Hace unos años se puso de moda un libro de economía que se llamaba ¿Quién se ha llevado mi queso? Los protagonistas eran dos grupos de ratones que vivían en una despensa gigante llena de queso. Una de las familias se dio cuenta de que las provisiones no eran eternas y todos los días salía por el mundo a buscar otra fuente de alimentación para tener repuesto en caso de necesidad, mientras que la otra no hizo nada semejante lo que la supuso, acabado el queso, quedar en la indigencia. La moraleja era clara: no se puede vivir en los laureles sino que hay que estar atento a las situaciones de cambio de la sociedad en la que vivimos.

Otro ejemplo parecido pero ya con una empresa es el de Kodac y sus maravillosos carretes de hacer fotos, que todos los que peinamos canas hemos utilizado. Aunque siguió mejorando el producto, las ventas disminuían todos los años, porque los usuarios de toda la vida se habían pasado a cámaras digitales que no usaban ese material.

Con todas las diferencias imaginables que se puedan pensar, creo que podemos comparar estos ejemplos con nuestro cristianismo. El producto que intentamos ofrecer a nuestros congéneres es inmejorable pero quienes lo tienen que comprar no lo hacen porque ¿no entienden nuestro lenguaje anticuado? ¿no son capaces de captar un mundo simbólico? ¿empaquetamos con muchas cintas y lazos que impiden llegar al regalo final? Hay mil repuestas que nos obligan a ponderar la necesidad de una renovación en profundidad para adaptarnos a los pueblos que escuchan la proclama de la fe y facilitarles un el mensaje comprensible, según sus categorías culturales.

Hoy todas las facciones dentro de la Iglesia, (las hay y las tiene que haber como en toda sociedad humana), creen que hace falta un cambio pero difieren en su naturaleza.

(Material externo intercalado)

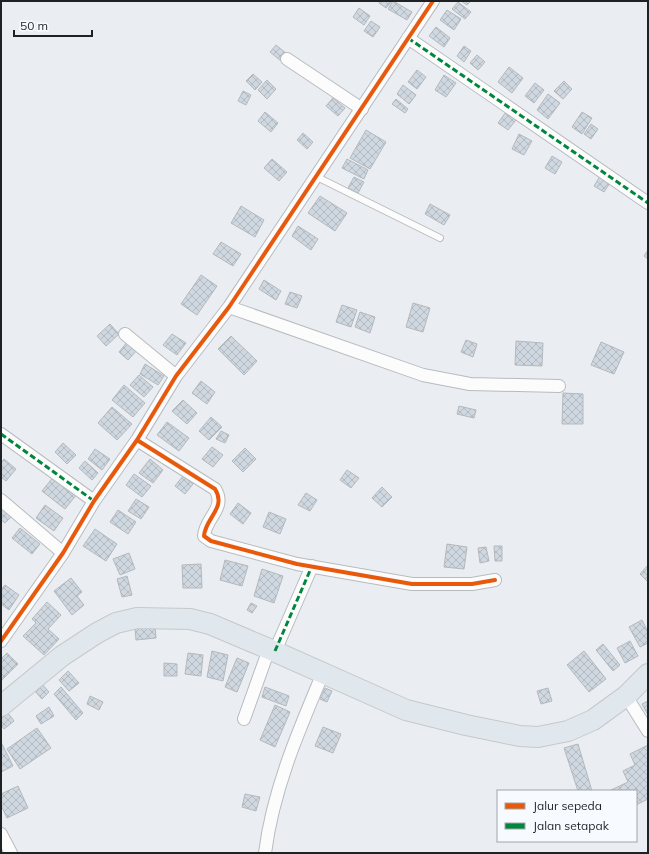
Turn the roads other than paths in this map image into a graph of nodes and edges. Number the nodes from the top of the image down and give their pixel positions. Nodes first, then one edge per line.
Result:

Hay los que ponen el acento en conservar la herencia del pasado y los que piensan que es necesario abrir nuevos caminos para responder a la situación de nuestro mundo. Son los conservadores y los liberales, que siguiendo la nomenclatura de George Lakoff, siguen dos modelos de institución distintos, el regido por el “padre estricto” o el de la “madre nutricia”, una forma de pensar que afecta a su compresión sobre Dios, la Iglesia, la persona o el mundo.

Los gerentes de todas las sociedades son aprensivos al cambio y en la Iglesia pasa lo mismo, especialmente tras el papado de Juan Pablo II pero en la Lumen Gentium se pedía a los que presidían la comunidad, que no apagaran el Espíritu, sino que probaran todas las ofertas para adaptar las que fueran buenas, una postura que obliga a mantener instituciones carismáticas junto a la jerarquía. Estamos todos los cristianos embarcados en la misma nave, de forma que los profetas necesitan la autoridad para implantar sus ideas y la autoridad profetas, para generarlas.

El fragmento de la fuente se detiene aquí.